The Clinic’s first arson case was the inspiration for a Law Review article Syed co-wrote with former law school classmate Caitlin Plummer – a current colleague at the Innocence Clinic – on wrongful convictions based on scientific evidence that is later repudiated; the article was published in 2012 by the Stanford Journal of Civil Rights and Civil Liberties.
In addition to his legal writing, he has always been interested in journalism, especially editorial writing and arts and entertainment writing. An editorial columnist for more than seven years, he wrote nearly 500 film and TV reviews during college and law school, and interviewed several actors including Christian Bale, Keri Russell and Michael Clarke Duncan. While he has less time for that sort of writing now, those interests carry over into his current work on the documentary about Dwayne Provience.
Syed recalls that his first brush with the legal profession was attending an elementary school in Detroit named for U.S. Supreme Court Justice Oliver Wendell Holmes.

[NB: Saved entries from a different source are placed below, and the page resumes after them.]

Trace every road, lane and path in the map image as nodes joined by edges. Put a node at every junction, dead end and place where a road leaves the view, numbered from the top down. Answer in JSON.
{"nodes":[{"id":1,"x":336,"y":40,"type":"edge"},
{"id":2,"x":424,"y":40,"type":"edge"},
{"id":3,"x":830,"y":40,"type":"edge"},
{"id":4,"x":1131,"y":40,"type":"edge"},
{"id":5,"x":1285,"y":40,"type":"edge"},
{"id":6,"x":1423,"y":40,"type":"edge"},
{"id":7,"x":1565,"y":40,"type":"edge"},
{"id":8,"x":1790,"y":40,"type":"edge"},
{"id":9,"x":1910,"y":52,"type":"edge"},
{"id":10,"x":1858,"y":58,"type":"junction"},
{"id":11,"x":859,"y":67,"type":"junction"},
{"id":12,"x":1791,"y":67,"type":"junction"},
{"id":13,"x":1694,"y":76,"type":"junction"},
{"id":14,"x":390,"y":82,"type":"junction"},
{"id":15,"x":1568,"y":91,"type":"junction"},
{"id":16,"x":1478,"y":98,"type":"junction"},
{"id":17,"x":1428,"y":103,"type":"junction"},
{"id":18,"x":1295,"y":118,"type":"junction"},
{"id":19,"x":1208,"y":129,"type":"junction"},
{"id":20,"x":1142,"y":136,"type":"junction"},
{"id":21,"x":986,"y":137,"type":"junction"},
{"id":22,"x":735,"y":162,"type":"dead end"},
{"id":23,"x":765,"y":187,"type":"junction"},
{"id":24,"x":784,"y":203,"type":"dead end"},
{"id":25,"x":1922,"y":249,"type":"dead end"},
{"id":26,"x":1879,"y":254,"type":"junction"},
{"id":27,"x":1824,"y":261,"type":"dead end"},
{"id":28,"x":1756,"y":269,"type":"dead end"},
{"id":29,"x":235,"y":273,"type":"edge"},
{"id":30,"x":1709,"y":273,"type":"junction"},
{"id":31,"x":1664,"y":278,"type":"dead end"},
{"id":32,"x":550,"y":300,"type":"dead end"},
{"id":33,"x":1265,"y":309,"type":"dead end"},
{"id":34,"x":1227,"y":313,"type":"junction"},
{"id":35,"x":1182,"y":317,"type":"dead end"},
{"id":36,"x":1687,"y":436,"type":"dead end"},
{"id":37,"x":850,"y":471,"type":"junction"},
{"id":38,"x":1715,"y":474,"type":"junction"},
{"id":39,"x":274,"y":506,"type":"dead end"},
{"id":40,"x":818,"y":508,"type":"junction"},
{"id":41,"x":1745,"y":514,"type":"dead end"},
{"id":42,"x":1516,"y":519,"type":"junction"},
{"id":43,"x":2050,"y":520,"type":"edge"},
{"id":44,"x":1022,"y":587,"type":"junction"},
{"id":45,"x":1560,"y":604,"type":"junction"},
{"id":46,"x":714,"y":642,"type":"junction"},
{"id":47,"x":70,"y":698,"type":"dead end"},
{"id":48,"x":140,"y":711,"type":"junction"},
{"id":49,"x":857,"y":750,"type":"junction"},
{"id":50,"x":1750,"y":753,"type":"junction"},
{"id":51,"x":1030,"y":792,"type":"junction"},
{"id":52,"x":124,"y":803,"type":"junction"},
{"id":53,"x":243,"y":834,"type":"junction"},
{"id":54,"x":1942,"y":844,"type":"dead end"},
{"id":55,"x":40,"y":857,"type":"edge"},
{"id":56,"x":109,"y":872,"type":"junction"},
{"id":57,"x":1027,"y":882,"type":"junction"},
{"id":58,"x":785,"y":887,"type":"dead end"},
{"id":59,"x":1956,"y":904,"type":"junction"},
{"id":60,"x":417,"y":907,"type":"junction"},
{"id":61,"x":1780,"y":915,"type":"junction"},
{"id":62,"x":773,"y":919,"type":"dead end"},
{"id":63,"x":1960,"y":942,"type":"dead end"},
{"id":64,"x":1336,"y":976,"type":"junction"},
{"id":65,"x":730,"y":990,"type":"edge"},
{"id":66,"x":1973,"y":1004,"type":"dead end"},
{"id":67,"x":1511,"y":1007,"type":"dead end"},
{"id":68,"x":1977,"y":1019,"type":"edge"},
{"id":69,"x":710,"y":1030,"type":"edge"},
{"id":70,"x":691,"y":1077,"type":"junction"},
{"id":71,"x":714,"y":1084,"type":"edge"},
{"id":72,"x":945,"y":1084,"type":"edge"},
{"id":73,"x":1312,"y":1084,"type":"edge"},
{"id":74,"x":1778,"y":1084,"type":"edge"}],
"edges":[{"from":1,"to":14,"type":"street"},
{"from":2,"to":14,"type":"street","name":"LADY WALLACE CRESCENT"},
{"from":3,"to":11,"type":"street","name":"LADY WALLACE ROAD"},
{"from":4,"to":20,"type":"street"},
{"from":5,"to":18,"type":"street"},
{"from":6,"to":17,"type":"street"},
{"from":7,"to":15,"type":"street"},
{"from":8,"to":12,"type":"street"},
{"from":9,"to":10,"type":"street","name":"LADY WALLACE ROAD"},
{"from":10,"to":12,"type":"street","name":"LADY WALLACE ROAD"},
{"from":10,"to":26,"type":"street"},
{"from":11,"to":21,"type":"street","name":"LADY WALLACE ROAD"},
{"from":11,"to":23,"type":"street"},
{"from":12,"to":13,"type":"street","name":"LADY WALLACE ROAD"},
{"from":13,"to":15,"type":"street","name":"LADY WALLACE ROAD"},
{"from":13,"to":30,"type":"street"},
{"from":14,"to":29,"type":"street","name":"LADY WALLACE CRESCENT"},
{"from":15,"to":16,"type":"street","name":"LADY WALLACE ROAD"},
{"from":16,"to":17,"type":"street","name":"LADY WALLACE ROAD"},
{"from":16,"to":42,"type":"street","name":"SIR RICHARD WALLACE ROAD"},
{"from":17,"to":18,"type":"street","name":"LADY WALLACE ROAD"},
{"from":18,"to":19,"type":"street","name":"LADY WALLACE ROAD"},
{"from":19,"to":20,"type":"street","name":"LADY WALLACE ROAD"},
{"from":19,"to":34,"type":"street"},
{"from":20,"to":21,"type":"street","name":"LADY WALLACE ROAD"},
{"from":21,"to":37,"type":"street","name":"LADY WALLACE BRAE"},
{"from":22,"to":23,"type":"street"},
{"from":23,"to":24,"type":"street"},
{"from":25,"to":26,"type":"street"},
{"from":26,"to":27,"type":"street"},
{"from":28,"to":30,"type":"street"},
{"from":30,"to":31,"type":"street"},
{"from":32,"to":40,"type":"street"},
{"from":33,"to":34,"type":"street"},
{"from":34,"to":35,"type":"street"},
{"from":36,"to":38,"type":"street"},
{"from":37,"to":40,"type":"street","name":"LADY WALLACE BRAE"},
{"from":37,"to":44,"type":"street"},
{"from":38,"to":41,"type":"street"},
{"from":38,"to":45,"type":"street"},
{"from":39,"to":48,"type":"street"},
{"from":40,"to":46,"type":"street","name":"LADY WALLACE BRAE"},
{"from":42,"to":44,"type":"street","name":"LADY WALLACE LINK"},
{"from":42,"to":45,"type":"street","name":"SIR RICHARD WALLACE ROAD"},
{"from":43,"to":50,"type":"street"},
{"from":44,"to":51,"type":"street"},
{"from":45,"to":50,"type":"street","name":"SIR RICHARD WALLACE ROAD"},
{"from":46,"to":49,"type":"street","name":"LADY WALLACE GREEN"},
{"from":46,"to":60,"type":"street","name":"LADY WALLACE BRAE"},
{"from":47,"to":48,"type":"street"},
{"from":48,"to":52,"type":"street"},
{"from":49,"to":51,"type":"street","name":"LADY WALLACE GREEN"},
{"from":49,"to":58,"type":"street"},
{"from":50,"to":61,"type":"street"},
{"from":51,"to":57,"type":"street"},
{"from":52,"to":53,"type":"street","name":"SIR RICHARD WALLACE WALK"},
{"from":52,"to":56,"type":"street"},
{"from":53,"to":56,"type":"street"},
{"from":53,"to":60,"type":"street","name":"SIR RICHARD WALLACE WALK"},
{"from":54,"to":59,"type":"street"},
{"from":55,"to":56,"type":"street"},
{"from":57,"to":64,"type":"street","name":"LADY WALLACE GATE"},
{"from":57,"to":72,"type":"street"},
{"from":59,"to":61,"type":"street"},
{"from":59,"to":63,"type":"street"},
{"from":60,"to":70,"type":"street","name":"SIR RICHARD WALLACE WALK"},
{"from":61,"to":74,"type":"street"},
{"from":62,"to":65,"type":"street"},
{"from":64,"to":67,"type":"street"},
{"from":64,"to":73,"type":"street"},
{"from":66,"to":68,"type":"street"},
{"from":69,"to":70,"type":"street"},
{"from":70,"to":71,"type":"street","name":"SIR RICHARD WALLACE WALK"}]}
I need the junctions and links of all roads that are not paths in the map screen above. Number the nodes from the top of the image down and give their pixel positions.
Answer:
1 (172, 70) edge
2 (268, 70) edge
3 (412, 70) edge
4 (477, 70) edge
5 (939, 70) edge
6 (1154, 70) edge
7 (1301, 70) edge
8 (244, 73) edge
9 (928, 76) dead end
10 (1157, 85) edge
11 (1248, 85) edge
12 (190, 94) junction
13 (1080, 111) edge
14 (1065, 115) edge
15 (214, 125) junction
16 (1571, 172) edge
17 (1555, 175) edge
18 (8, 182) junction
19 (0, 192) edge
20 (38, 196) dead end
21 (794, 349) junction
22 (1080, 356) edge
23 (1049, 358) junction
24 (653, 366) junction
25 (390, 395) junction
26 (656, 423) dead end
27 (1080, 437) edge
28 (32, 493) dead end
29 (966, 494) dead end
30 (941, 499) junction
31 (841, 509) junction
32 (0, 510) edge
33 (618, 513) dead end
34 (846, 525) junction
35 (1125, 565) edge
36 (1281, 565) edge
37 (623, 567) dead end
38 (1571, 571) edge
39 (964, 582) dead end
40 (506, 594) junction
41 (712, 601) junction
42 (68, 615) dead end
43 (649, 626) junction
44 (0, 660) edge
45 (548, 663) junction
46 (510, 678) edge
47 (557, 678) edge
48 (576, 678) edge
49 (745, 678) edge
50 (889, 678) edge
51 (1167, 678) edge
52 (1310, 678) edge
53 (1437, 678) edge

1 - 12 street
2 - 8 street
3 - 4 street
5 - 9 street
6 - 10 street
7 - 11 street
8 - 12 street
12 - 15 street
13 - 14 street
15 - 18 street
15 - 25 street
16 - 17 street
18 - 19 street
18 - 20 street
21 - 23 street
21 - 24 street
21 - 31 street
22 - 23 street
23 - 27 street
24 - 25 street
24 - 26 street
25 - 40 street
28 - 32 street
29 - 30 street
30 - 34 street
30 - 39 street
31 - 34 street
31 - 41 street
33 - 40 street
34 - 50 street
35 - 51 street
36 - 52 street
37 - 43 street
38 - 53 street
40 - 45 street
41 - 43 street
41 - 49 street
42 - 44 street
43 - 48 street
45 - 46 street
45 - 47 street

“It would be many years later before I’d discover the significance of the man whose peculiar name I’ve known since the age of 9,” he says.
Syed’s parents, who brought their family to Michigan from New Delhi, India, in 1995, still live in the Detroit suburbs; his mother is a professor of sociology at Wayne State University, his father a social worker at Detroit Receiving Hospital; and his sister is a physician in Tucson.
In his leisure time, Syed enjoys watching movies and sports.
“I’ve been a Michigan fan since moving to this country, and I never miss a basketball or football game,” he says. “As for films, I don’t think I ever stopped being a critic in my mind, and I try to catch every significant film in theaters, which is often quite a challenge, given my work schedule.”